The Philadelphia Fed occasionally adds special questions on topics like supply chain stress, tariffs, or energy costs. These modules provide qualitative color but are not comparable across months unless the question repeats.

Harbor Manufacturing release-week refactor

Harbor's old workflow emailed separate alerts for Empire State and Philly Fed headlines without requiring agreement. Procurement in states far from the Northeast reacted to each print independently; steel orders were paused on a single weak Empire State number, then restarted on a strong Philly Fed follow-up two days later.

The refactor introduced release-week gates:

  • Pairing — No operational alert until both Empire State and Philly Fed new orders agree on direction, or until ISM confirms on the next first-business-day print.
  • Smoothing — Alert only if the three-month average of Philly Fed new orders falls below 48.
  • Hard-data check — No capex or hiring changes until prior-month IP or durable goods corroborate the survey direction.

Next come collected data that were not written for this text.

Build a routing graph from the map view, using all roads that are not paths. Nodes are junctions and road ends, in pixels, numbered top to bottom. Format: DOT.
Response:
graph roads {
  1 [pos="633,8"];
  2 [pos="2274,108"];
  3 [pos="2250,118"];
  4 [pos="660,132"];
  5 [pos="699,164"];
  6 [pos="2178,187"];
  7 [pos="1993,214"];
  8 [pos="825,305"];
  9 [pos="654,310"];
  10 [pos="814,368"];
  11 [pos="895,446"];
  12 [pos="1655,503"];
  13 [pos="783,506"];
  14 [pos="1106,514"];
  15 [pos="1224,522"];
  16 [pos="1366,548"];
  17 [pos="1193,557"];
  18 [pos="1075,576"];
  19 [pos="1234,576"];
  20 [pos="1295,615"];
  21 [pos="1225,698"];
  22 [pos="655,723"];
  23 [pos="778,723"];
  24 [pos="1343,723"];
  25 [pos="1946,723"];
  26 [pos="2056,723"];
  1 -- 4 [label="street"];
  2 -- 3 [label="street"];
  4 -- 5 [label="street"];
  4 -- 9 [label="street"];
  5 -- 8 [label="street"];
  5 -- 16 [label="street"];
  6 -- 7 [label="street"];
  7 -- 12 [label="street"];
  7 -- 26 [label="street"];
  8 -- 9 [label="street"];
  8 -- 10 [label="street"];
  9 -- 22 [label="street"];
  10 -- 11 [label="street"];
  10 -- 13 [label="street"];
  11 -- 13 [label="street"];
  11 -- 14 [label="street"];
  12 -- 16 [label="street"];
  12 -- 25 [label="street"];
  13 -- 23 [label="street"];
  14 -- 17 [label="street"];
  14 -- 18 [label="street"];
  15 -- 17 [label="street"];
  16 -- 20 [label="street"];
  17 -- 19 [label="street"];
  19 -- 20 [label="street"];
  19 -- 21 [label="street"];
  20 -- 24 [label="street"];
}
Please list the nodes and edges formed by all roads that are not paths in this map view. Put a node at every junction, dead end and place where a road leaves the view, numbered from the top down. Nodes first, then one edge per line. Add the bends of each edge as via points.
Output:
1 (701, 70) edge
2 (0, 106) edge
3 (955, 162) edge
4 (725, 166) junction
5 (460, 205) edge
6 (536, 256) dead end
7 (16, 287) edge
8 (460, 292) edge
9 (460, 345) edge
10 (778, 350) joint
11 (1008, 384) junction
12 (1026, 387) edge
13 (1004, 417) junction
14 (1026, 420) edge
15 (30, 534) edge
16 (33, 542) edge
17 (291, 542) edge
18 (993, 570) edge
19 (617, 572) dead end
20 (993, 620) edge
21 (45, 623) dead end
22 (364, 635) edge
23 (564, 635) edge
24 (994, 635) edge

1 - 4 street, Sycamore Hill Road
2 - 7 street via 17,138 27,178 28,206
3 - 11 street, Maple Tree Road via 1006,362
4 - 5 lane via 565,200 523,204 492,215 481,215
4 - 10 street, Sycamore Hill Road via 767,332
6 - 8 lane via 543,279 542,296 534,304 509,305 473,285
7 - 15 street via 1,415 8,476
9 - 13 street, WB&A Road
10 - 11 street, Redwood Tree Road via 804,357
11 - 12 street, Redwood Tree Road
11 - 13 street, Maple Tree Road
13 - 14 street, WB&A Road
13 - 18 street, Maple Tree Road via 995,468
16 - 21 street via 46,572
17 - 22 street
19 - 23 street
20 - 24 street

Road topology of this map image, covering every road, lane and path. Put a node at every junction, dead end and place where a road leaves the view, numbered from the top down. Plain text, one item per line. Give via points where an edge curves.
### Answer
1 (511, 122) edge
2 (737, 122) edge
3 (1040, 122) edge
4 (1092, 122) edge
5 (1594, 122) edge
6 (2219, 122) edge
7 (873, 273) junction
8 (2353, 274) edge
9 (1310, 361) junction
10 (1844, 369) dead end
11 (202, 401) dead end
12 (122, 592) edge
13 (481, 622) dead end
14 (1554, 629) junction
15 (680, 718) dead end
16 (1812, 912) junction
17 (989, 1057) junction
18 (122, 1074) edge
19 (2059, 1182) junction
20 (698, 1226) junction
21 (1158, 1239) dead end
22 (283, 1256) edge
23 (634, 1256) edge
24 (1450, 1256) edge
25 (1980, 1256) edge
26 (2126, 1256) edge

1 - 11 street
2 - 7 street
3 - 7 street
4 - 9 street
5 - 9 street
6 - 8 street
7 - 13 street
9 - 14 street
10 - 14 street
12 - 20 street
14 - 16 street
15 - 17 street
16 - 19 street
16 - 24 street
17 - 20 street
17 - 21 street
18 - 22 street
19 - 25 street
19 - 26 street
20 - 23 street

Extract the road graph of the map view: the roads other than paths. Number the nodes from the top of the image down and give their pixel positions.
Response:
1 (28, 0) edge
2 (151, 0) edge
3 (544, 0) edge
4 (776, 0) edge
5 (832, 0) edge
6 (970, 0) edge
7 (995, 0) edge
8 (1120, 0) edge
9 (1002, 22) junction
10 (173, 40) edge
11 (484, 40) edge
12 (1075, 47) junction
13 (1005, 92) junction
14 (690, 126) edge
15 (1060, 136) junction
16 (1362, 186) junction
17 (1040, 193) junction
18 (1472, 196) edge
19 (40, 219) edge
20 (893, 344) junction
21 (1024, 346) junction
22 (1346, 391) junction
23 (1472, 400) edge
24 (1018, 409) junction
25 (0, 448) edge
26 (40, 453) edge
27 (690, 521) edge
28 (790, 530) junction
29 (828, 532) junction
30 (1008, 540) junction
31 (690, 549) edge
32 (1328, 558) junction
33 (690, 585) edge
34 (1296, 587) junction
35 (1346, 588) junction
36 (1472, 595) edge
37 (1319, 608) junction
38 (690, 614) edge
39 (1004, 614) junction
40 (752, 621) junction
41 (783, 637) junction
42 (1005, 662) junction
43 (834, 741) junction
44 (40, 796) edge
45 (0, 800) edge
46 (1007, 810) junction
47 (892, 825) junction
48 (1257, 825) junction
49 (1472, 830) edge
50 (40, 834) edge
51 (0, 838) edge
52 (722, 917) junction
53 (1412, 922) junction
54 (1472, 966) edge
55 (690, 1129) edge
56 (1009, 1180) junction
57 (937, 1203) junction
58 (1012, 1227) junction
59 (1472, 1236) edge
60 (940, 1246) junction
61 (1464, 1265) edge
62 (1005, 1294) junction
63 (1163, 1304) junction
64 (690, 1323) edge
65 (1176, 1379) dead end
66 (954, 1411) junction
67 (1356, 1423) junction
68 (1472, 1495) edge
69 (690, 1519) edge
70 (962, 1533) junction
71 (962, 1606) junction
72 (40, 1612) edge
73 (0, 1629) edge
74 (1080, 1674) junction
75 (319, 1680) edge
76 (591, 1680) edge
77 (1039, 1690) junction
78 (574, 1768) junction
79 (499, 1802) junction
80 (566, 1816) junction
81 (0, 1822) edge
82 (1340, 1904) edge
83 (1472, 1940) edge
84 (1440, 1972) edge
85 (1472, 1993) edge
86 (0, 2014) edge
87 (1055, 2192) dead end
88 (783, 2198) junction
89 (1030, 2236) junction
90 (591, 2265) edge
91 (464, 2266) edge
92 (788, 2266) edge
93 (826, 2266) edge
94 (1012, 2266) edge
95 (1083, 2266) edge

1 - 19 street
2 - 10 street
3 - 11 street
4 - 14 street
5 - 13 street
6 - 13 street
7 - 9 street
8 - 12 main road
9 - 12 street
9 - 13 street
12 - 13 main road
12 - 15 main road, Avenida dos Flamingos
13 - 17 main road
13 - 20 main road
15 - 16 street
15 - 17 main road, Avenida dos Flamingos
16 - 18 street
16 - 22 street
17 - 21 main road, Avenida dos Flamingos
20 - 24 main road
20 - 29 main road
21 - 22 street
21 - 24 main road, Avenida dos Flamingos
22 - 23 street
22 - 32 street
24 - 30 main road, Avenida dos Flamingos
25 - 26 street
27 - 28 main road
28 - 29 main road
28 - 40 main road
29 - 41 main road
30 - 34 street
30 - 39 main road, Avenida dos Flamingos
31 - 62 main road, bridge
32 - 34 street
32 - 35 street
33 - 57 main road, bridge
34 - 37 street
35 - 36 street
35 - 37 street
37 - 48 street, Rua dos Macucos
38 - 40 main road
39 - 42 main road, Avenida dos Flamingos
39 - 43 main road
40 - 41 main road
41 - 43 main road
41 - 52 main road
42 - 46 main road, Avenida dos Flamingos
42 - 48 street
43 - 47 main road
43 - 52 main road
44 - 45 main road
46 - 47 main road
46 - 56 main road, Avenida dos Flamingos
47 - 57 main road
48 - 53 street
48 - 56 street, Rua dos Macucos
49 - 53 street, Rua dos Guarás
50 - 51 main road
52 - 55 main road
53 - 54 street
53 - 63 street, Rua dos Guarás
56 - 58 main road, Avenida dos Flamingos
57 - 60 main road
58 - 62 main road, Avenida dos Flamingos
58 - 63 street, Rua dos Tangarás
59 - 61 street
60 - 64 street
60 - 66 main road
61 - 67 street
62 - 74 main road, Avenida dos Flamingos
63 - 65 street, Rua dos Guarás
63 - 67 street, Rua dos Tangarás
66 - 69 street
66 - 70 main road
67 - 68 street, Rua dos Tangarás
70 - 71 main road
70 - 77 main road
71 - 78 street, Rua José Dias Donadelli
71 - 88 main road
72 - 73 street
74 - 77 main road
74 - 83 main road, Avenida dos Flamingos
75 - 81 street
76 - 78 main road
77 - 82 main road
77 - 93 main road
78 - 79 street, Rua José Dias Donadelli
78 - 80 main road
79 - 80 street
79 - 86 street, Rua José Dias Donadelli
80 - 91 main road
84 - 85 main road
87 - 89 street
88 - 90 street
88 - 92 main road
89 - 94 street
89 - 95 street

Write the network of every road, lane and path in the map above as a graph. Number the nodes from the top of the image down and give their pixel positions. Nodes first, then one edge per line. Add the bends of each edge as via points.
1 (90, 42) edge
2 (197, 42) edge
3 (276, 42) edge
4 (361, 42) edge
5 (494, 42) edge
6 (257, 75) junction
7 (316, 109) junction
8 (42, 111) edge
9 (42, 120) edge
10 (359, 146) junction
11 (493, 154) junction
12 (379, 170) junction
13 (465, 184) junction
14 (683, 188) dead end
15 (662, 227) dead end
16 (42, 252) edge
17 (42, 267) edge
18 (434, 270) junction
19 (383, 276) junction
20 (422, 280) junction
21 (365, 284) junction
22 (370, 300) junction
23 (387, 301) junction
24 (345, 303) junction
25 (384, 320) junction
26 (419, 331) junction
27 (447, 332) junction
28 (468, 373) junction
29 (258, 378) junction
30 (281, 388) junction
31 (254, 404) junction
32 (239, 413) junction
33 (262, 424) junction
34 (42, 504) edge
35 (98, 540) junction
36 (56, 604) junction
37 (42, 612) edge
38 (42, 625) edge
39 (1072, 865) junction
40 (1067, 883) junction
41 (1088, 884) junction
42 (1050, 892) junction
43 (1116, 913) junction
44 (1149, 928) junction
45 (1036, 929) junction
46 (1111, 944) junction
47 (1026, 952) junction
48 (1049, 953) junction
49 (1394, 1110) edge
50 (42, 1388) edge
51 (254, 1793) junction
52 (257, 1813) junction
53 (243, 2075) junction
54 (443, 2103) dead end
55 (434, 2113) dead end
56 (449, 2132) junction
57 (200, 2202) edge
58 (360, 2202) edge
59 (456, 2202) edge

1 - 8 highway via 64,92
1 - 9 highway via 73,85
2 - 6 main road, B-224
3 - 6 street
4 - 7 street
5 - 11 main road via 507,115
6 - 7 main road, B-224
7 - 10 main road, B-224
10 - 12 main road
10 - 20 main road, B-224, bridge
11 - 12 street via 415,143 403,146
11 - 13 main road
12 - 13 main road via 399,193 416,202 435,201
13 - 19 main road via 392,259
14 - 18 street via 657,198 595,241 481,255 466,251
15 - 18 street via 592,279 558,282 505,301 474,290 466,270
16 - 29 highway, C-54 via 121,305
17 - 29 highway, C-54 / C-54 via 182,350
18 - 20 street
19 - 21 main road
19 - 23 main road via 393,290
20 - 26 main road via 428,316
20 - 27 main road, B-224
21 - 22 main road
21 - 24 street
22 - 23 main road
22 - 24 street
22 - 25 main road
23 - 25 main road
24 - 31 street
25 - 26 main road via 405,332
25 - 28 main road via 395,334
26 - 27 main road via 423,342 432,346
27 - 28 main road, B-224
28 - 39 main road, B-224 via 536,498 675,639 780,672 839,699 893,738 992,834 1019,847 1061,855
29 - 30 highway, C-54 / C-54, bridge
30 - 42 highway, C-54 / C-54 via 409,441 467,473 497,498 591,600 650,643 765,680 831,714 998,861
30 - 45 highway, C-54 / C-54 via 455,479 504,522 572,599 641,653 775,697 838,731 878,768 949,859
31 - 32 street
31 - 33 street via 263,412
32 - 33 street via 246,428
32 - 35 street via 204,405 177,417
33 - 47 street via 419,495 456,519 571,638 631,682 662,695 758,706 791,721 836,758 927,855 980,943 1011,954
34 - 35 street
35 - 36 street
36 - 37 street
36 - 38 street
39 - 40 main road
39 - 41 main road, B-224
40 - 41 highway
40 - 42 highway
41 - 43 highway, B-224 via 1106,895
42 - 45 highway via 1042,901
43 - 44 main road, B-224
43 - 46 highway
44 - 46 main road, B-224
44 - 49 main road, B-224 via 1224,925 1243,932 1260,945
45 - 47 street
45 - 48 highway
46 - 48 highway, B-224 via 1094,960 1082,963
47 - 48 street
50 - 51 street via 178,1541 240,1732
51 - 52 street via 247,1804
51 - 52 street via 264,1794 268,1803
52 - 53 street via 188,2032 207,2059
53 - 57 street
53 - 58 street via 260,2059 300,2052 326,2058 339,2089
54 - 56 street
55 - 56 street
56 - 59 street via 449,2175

False operational alerts dropped from six per year to one. The macro desk still logs every Philly Fed release for its information value as a mid-month regional read, but plant-level decisions now follow national confirmed signals. Regional diffusion surveys inform priors; they should not override national hard data without multi-survey consensus.

Technique decision table: Philly Fed vs alternatives

Goal Prefer Not ideal
Earliest mid-month manufacturing pair Empire State + Philly Fed on new orders Either regional headline alone
National factory breadth ISM Manufacturing PMI Philly Fed headline alone
Output volume growth Industrial production, durable goods shipments Any diffusion index level as a growth rate
Chemicals and pharma sector pulse Philly Fed (Third District overweight) Empire State alone for petrochemical read
Input cost pipeline Philly Fed prices paid + PPI goods Prices paid as direct CPI forecast
Recession watch Sustained sub-50 new orders across two or more regional Fed surveys + ISM One +20 Philly Fed spike
Plant-level production planning Company order book + national IP Regional survey 800 miles away
Services-sector read ISM Services PMI Philly Fed (manufacturing only, Third District only)

Common pitfalls

  • Treating the headline like GDP growth — +10 is not 10% expansion; it is net positive breadth among a regional panel.
  • Overweighting one month's volatility — Double-digit swings are normal; use moving averages.
  • Ignoring Empire State disagreement — Same-week divergence often signals noise, not a national split.
  • Expecting perfect ISM correlation — Regional composition and sample size break the link regularly.
  • Using prices paid as CPI forecast — It leads goods PPI, not services or shelter CPI.
  • Confusing current conditions with expectations — Executives can be pessimistic today but optimistic six months out.
  • Ignoring sector mix — Chemicals and food processing weigh heavily; auto-heavy states can diverge for months.
  • Chasing the futures pop — Mid-month survey surprises often fade within the session.

Production checklist

  • Calendar Philly Fed (~3rd Thursday, 8:30 a.m. ET) alongside Empire State and ISM dates.
  • Archive full subindex table and special questions, not just headline.
  • Compute three-month moving averages for new orders and headline.
  • Track new orders minus inventories and prices paid minus prices received spreads.
  • Compare Philly Fed new orders direction with Empire State in the same release week.
  • Cross-check large surprises against prior-month IP and durable goods.
  • Flag sustained sub-50 new orders across two or more regional Fed surveys.
  • Separate operational alerts (national confirmed) from macro desk color (regional early read).
  • Include six-month expectations in weekly manufacturing notes.
  • Review false signals quarterly and adjust smoothing thresholds.

Key takeaways

  • Philly Fed is a Third District regional diffusion index: 50 marks equal breadth of improvement and deterioration, not zero growth.
  • Release-week pairing with Empire State strengthens or weakens the mid-month manufacturing signal.
  • New orders, prices paid, and expectations carry more signal than the headline alone.
  • Confirm with ISM Manufacturing PMI and hard data before treating moves as national cycle turns.
  • Harbor Manufacturing cut false plant alerts by requiring regional agreement, smoothing, and hard-data confirmation.